Berceuse op. 57, 1ère édition, Meissonnier, 1845. Exemplaire avec annotations manuscrites.
Ballade n°2 op. 38
La deuxième Ballade de Chopin est antérieure de quelques années à la Berceuse, et, comme cette dernière, on a entendu Chopin la jouer longtemps avant sa publication, dans une version plutôt éloignée de celle qui sera livrée à la postérité. Robert Schumann se rappelle en effet avoir entendu l'œuvre sous les doigts de Chopin, en 1836 à Leipzig (Schumann avait été conquis par la première Ballade de Chopin, parue en 1835, et sera le dédicataire de la seconde). À l'en croire, la seconde Ballade quand Chopin la lui a jouée ne comportait pas encore son tempétueux passage Presto con fuoco, et se terminait comme elle commençait, dans le ton de fa majeur sur un rythme de sicilienne.
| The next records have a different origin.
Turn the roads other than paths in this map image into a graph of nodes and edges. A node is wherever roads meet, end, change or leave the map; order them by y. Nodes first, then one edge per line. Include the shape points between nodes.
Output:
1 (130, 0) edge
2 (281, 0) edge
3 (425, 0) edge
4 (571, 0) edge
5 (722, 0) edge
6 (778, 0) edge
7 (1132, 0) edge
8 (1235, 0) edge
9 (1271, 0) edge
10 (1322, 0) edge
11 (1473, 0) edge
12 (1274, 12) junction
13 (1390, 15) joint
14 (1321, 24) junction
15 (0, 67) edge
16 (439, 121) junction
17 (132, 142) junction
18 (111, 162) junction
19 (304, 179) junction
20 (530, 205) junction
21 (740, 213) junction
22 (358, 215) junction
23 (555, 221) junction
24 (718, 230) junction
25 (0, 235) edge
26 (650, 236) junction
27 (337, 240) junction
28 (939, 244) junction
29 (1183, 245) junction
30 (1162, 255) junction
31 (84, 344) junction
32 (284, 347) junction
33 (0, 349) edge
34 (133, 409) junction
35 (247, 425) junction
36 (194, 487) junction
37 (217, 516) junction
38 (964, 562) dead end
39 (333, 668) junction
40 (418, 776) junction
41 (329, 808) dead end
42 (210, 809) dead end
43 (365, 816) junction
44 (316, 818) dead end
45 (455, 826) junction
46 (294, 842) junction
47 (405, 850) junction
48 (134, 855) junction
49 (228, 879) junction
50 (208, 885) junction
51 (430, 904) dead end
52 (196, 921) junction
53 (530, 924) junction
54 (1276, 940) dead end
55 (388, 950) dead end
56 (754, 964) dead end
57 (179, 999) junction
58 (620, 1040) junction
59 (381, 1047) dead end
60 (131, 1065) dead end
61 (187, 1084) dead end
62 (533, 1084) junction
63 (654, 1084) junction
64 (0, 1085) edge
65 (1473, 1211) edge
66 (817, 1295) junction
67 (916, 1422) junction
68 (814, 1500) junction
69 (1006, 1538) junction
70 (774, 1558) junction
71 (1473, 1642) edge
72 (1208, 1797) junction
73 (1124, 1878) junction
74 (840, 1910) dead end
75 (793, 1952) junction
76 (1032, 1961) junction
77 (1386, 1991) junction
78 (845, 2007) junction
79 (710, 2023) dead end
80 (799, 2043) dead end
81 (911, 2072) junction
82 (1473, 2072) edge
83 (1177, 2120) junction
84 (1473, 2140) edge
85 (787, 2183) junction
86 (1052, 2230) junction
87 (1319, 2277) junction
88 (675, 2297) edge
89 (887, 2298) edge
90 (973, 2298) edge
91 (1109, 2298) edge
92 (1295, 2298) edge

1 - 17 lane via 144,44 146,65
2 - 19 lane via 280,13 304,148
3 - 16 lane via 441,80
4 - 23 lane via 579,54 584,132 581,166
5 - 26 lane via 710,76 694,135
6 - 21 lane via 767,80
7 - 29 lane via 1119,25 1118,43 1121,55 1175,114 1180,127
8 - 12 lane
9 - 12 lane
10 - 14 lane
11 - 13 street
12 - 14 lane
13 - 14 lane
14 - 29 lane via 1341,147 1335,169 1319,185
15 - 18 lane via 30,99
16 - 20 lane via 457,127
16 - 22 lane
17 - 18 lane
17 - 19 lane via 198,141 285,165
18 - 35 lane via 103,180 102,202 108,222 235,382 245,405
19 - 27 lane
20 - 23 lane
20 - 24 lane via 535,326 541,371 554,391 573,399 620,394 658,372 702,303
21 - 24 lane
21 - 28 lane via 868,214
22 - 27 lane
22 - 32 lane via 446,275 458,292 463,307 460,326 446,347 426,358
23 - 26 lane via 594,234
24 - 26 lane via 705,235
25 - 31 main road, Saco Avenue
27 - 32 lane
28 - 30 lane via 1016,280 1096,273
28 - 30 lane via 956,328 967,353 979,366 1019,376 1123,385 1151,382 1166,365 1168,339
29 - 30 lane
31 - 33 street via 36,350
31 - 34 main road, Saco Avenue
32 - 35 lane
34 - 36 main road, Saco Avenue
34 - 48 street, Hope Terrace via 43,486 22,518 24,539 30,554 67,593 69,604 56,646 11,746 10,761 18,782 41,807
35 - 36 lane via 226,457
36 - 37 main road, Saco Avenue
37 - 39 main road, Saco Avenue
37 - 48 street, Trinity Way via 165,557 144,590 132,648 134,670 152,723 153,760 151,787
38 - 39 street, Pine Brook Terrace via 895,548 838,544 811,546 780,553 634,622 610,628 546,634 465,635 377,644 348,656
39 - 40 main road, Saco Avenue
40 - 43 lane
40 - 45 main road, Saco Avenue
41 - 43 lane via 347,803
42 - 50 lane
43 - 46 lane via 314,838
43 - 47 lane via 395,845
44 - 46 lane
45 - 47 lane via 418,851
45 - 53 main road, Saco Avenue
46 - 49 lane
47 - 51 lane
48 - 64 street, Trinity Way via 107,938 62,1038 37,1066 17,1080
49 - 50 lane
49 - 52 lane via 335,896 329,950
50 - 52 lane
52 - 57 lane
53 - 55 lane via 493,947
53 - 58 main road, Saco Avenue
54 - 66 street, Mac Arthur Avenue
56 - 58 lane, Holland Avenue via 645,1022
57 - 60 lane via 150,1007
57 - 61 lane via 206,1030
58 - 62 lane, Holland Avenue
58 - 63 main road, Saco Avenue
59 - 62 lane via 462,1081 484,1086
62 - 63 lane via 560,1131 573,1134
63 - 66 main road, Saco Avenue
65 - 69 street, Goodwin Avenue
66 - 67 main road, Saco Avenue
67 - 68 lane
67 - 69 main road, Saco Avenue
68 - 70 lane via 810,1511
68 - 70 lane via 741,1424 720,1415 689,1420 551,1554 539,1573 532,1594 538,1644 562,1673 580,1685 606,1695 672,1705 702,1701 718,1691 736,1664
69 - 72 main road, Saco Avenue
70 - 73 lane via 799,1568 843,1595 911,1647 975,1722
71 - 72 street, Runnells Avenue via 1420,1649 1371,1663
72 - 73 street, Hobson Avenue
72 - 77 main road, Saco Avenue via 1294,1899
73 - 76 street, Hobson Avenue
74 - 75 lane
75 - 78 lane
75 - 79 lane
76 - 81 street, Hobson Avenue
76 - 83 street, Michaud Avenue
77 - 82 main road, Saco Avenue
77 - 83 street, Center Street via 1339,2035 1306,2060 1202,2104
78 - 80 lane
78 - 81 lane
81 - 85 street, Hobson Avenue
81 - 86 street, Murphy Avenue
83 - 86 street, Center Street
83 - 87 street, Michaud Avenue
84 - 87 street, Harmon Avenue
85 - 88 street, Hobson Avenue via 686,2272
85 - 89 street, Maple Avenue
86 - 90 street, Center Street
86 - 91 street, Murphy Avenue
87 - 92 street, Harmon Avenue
Mais l'œuvre n'était encore qu'à l'état d'esquisse. Le manuscrit définitif de Chopin, bien que truffé de corrections et de modifications témoignant des multiples étapes du processus de composition, ne comporte aucune trace de cette première mouture.
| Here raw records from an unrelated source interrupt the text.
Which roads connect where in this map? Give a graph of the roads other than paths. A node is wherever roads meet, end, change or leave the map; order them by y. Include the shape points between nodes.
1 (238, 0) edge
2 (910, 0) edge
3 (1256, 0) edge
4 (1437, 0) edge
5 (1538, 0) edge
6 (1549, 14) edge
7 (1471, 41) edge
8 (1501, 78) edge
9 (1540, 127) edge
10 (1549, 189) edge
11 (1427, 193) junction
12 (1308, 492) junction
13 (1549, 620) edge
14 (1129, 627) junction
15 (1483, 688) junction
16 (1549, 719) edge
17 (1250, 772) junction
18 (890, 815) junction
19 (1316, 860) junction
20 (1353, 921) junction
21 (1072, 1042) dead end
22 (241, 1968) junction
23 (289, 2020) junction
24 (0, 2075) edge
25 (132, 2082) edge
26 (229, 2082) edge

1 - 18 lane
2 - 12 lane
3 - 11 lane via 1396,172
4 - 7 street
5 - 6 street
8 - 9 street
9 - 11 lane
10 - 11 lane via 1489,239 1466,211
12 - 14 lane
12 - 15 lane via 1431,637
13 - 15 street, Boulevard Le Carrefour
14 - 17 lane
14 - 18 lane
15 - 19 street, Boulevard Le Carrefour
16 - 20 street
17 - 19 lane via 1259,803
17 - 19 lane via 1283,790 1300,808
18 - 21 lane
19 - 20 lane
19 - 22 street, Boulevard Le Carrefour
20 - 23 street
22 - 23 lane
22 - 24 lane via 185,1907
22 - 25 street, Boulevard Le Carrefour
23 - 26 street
Chopin est près d'achever la seconde Ballade fin 1838, à Majorque, lors de son célèbre séjour en compagnie de George Sand à la Chartreuse de Valldemossa. Mais à l'été 1839, il écrit encore à son copiste Julian Fontana de lui renvoyer son manuscrit à Nohant, afin d'y effectuer de nouvelles modifications… Probablement va-t-il continuer à en faire au cours du travail éditorial, jusqu'au stade ultime de la gravure. La Ballade est finalement publiée en octobre 1840, à Paris par l'éditeur Troupenas.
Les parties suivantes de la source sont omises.